┏━━
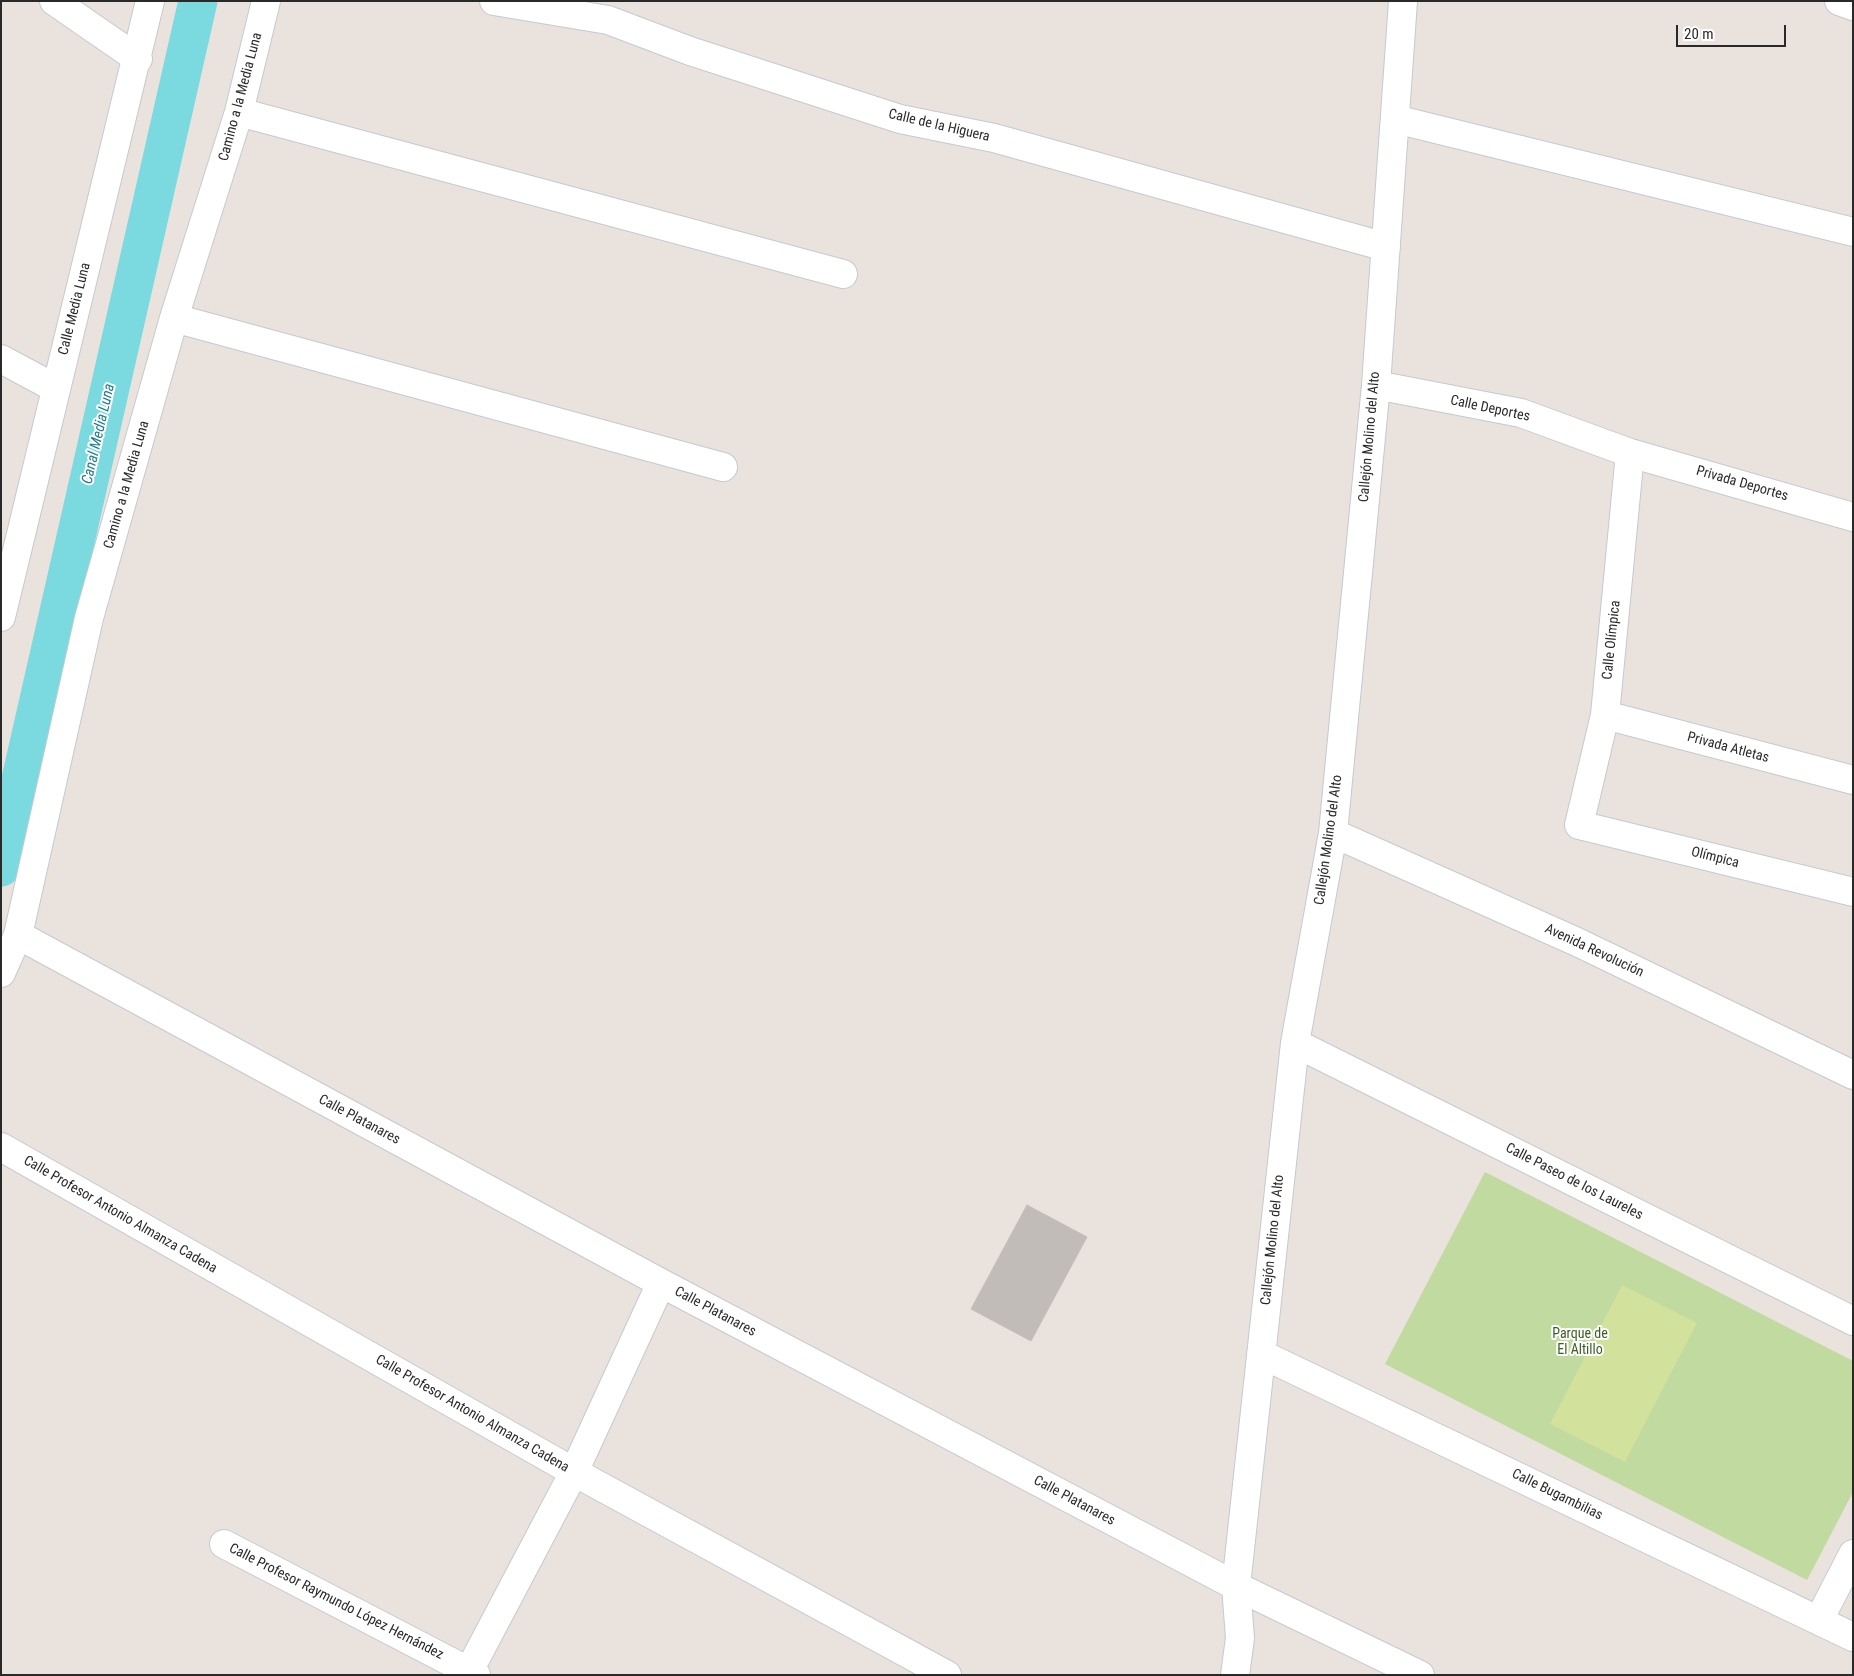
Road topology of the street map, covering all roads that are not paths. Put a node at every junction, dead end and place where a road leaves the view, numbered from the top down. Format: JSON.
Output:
{"nodes":[{"id":1,"x":54,"y":1,"type":"edge"},
{"id":2,"x":150,"y":1,"type":"edge"},
{"id":3,"x":266,"y":1,"type":"edge"},
{"id":4,"x":494,"y":1,"type":"edge"},
{"id":5,"x":1403,"y":1,"type":"edge"},
{"id":6,"x":1840,"y":1,"type":"edge"},
{"id":7,"x":1853,"y":6,"type":"edge"},
{"id":8,"x":138,"y":59,"type":"junction"},
{"id":9,"x":239,"y":112,"type":"junction"},
{"id":10,"x":1395,"y":119,"type":"junction"},
{"id":11,"x":1853,"y":232,"type":"edge"},
{"id":12,"x":1386,"y":247,"type":"junction"},
{"id":13,"x":843,"y":274,"type":"dead end"},
{"id":14,"x":174,"y":318,"type":"junction"},
{"id":15,"x":1,"y":359,"type":"edge"},
{"id":16,"x":1376,"y":385,"type":"junction"},
{"id":17,"x":55,"y":388,"type":"junction"},
{"id":18,"x":1630,"y":453,"type":"junction"},
{"id":19,"x":723,"y":467,"type":"dead end"},
{"id":20,"x":1853,"y":517,"type":"edge"},
{"id":21,"x":1,"y":617,"type":"edge"},
{"id":22,"x":1605,"y":715,"type":"junction"},
{"id":23,"x":1853,"y":780,"type":"edge"},
{"id":24,"x":1578,"y":825,"type":"joint"},
{"id":25,"x":1333,"y":833,"type":"junction"},
{"id":26,"x":1852,"y":890,"type":"edge"},
{"id":27,"x":18,"y":935,"type":"junction"},
{"id":28,"x":1,"y":973,"type":"edge"},
{"id":29,"x":1295,"y":1043,"type":"junction"},
{"id":30,"x":1853,"y":1075,"type":"edge"},
{"id":31,"x":1,"y":1148,"type":"edge"},
{"id":32,"x":661,"y":1283,"type":"junction"},
{"id":33,"x":1853,"y":1321,"type":"edge"},
{"id":34,"x":1261,"y":1354,"type":"junction"},
{"id":35,"x":574,"y":1472,"type":"junction"},
{"id":36,"x":224,"y":1544,"type":"dead end"},
{"id":37,"x":1853,"y":1554,"type":"edge"},
{"id":38,"x":1236,"y":1586,"type":"junction"},
{"id":39,"x":1819,"y":1620,"type":"junction"},
{"id":40,"x":1853,"y":1637,"type":"edge"},
{"id":41,"x":472,"y":1673,"type":"edge"},
{"id":42,"x":947,"y":1675,"type":"edge"},
{"id":43,"x":1235,"y":1675,"type":"edge"},
{"id":44,"x":1420,"y":1675,"type":"edge"}],
"edges":[{"from":1,"to":8,"type":"street"},
{"from":2,"to":8,"type":"street","name":"Calle Media Luna"},
{"from":3,"to":9,"type":"street","name":"Camino a la Media Luna"},
{"from":4,"to":12,"type":"street","name":"Calle de la Higuera"},
{"from":5,"to":10,"type":"street","name":"Callejón Molino del Alto"},
{"from":6,"to":7,"type":"street"},
{"from":8,"to":17,"type":"street","name":"Calle Media Luna"},
{"from":9,"to":13,"type":"street"},
{"from":9,"to":14,"type":"street","name":"Camino a la Media Luna"},
{"from":10,"to":11,"type":"street"},
{"from":10,"to":12,"type":"street","name":"Callejón Molino del Alto"},
{"from":12,"to":16,"type":"street","name":"Callejón Molino del Alto"},
{"from":14,"to":19,"type":"street"},
{"from":14,"to":27,"type":"street","name":"Camino a la Media Luna"},
{"from":15,"to":17,"type":"street"},
{"from":16,"to":18,"type":"street","name":"Calle Deportes"},
{"from":16,"to":25,"type":"street","name":"Callejón Molino del Alto"},
{"from":17,"to":21,"type":"street","name":"Calle Media Luna"},
{"from":18,"to":20,"type":"street","name":"Privada Deportes"},
{"from":18,"to":22,"type":"street","name":"Calle Olímpica"},
{"from":22,"to":23,"type":"street","name":"Privada Atletas"},
{"from":22,"to":24,"type":"street","name":"Calle Olímpica"},
{"from":24,"to":26,"type":"street","name":"Olímpica"},
{"from":25,"to":29,"type":"street","name":"Callejón Molino del Alto"},
{"from":25,"to":30,"type":"street","name":"Avenida Revolución"},
{"from":27,"to":28,"type":"street","name":"Camino a la Media Luna"},
{"from":27,"to":32,"type":"street","name":"Calle Platanares"},
{"from":29,"to":33,"type":"street","name":"Calle Paseo de los Laureles"},
{"from":29,"to":34,"type":"street","name":"Callejón Molino del Alto"},
{"from":31,"to":35,"type":"street","name":"Calle Profesor Antonio Almanza Cadena"},
{"from":32,"to":35,"type":"street"},
{"from":32,"to":38,"type":"street","name":"Calle Platanares"},
{"from":34,"to":38,"type":"street","name":"Callejón Molino del Alto"},
{"from":34,"to":39,"type":"street","name":"Calle Bugambilias"},
{"from":35,"to":41,"type":"street"},
{"from":35,"to":42,"type":"street","name":"Calle Profesor Antonio Almanza Cadena"},
{"from":36,"to":41,"type":"street","name":"Calle Profesor Raymundo López Hernández"},
{"from":37,"to":39,"type":"street"},
{"from":38,"to":43,"type":"street","name":"Callejón Molino del Alto"},
{"from":38,"to":44,"type":"street","name":"Calle Platanares"},
{"from":39,"to":40,"type":"street","name":"Calle Bugambilias"}]}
┗━━
■ **Goal of the exercise**: Everything in the preceding material must be transcribed exactly, except the images.

■ **Output for this task**:
Road topology of the street map, covering all roads that are not paths. Put a node at every junction, dead end and place where a road leaves the view, numbered from the top down. Format: JSON.
Output:
{"nodes":[{"id":1,"x":54,"y":1,"type":"edge"},
{"id":2,"x":150,"y":1,"type":"edge"},
{"id":3,"x":266,"y":1,"type":"edge"},
{"id":4,"x":494,"y":1,"type":"edge"},
{"id":5,"x":1403,"y":1,"type":"edge"},
{"id":6,"x":1840,"y":1,"type":"edge"},
{"id":7,"x":1853,"y":6,"type":"edge"},
{"id":8,"x":138,"y":59,"type":"junction"},
{"id":9,"x":239,"y":112,"type":"junction"},
{"id":10,"x":1395,"y":119,"type":"junction"},
{"id":11,"x":1853,"y":232,"type":"edge"},
{"id":12,"x":1386,"y":247,"type":"junction"},
{"id":13,"x":843,"y":274,"type":"dead end"},
{"id":14,"x":174,"y":318,"type":"junction"},
{"id":15,"x":1,"y":359,"type":"edge"},
{"id":16,"x":1376,"y":385,"type":"junction"},
{"id":17,"x":55,"y":388,"type":"junction"},
{"id":18,"x":1630,"y":453,"type":"junction"},
{"id":19,"x":723,"y":467,"type":"dead end"},
{"id":20,"x":1853,"y":517,"type":"edge"},
{"id":21,"x":1,"y":617,"type":"edge"},
{"id":22,"x":1605,"y":715,"type":"junction"},
{"id":23,"x":1853,"y":780,"type":"edge"},
{"id":24,"x":1578,"y":825,"type":"joint"},
{"id":25,"x":1333,"y":833,"type":"junction"},
{"id":26,"x":1852,"y":890,"type":"edge"},
{"id":27,"x":18,"y":935,"type":"junction"},
{"id":28,"x":1,"y":973,"type":"edge"},
{"id":29,"x":1295,"y":1043,"type":"junction"},
{"id":30,"x":1853,"y":1075,"type":"edge"},
{"id":31,"x":1,"y":1148,"type":"edge"},
{"id":32,"x":661,"y":1283,"type":"junction"},
{"id":33,"x":1853,"y":1321,"type":"edge"},
{"id":34,"x":1261,"y":1354,"type":"junction"},
{"id":35,"x":574,"y":1472,"type":"junction"},
{"id":36,"x":224,"y":1544,"type":"dead end"},
{"id":37,"x":1853,"y":1554,"type":"edge"},
{"id":38,"x":1236,"y":1586,"type":"junction"},
{"id":39,"x":1819,"y":1620,"type":"junction"},
{"id":40,"x":1853,"y":1637,"type":"edge"},
{"id":41,"x":472,"y":1673,"type":"edge"},
{"id":42,"x":947,"y":1675,"type":"edge"},
{"id":43,"x":1235,"y":1675,"type":"edge"},
{"id":44,"x":1420,"y":1675,"type":"edge"}],
"edges":[{"from":1,"to":8,"type":"street"},
{"from":2,"to":8,"type":"street","name":"Calle Media Luna"},
{"from":3,"to":9,"type":"street","name":"Camino a la Media Luna"},
{"from":4,"to":12,"type":"street","name":"Calle de la Higuera"},
{"from":5,"to":10,"type":"street","name":"Callejón Molino del Alto"},
{"from":6,"to":7,"type":"street"},
{"from":8,"to":17,"type":"street","name":"Calle Media Luna"},
{"from":9,"to":13,"type":"street"},
{"from":9,"to":14,"type":"street","name":"Camino a la Media Luna"},
{"from":10,"to":11,"type":"street"},
{"from":10,"to":12,"type":"street","name":"Callejón Molino del Alto"},
{"from":12,"to":16,"type":"street","name":"Callejón Molino del Alto"},
{"from":14,"to":19,"type":"street"},
{"from":14,"to":27,"type":"street","name":"Camino a la Media Luna"},
{"from":15,"to":17,"type":"street"},
{"from":16,"to":18,"type":"street","name":"Calle Deportes"},
{"from":16,"to":25,"type":"street","name":"Callejón Molino del Alto"},
{"from":17,"to":21,"type":"street","name":"Calle Media Luna"},
{"from":18,"to":20,"type":"street","name":"Privada Deportes"},
{"from":18,"to":22,"type":"street","name":"Calle Olímpica"},
{"from":22,"to":23,"type":"street","name":"Privada Atletas"},
{"from":22,"to":24,"type":"street","name":"Calle Olímpica"},
{"from":24,"to":26,"type":"street","name":"Olímpica"},
{"from":25,"to":29,"type":"street","name":"Callejón Molino del Alto"},
{"from":25,"to":30,"type":"street","name":"Avenida Revolución"},
{"from":27,"to":28,"type":"street","name":"Camino a la Media Luna"},
{"from":27,"to":32,"type":"street","name":"Calle Platanares"},
{"from":29,"to":33,"type":"street","name":"Calle Paseo de los Laureles"},
{"from":29,"to":34,"type":"street","name":"Callejón Molino del Alto"},
{"from":31,"to":35,"type":"street","name":"Calle Profesor Antonio Almanza Cadena"},
{"from":32,"to":35,"type":"street"},
{"from":32,"to":38,"type":"street","name":"Calle Platanares"},
{"from":34,"to":38,"type":"street","name":"Callejón Molino del Alto"},
{"from":34,"to":39,"type":"street","name":"Calle Bugambilias"},
{"from":35,"to":41,"type":"street"},
{"from":35,"to":42,"type":"street","name":"Calle Profesor Antonio Almanza Cadena"},
{"from":36,"to":41,"type":"street","name":"Calle Profesor Raymundo López Hernández"},
{"from":37,"to":39,"type":"street"},
{"from":38,"to":43,"type":"street","name":"Callejón Molino del Alto"},
{"from":38,"to":44,"type":"street","name":"Calle Platanares"},
{"from":39,"to":40,"type":"street","name":"Calle Bugambilias"}]}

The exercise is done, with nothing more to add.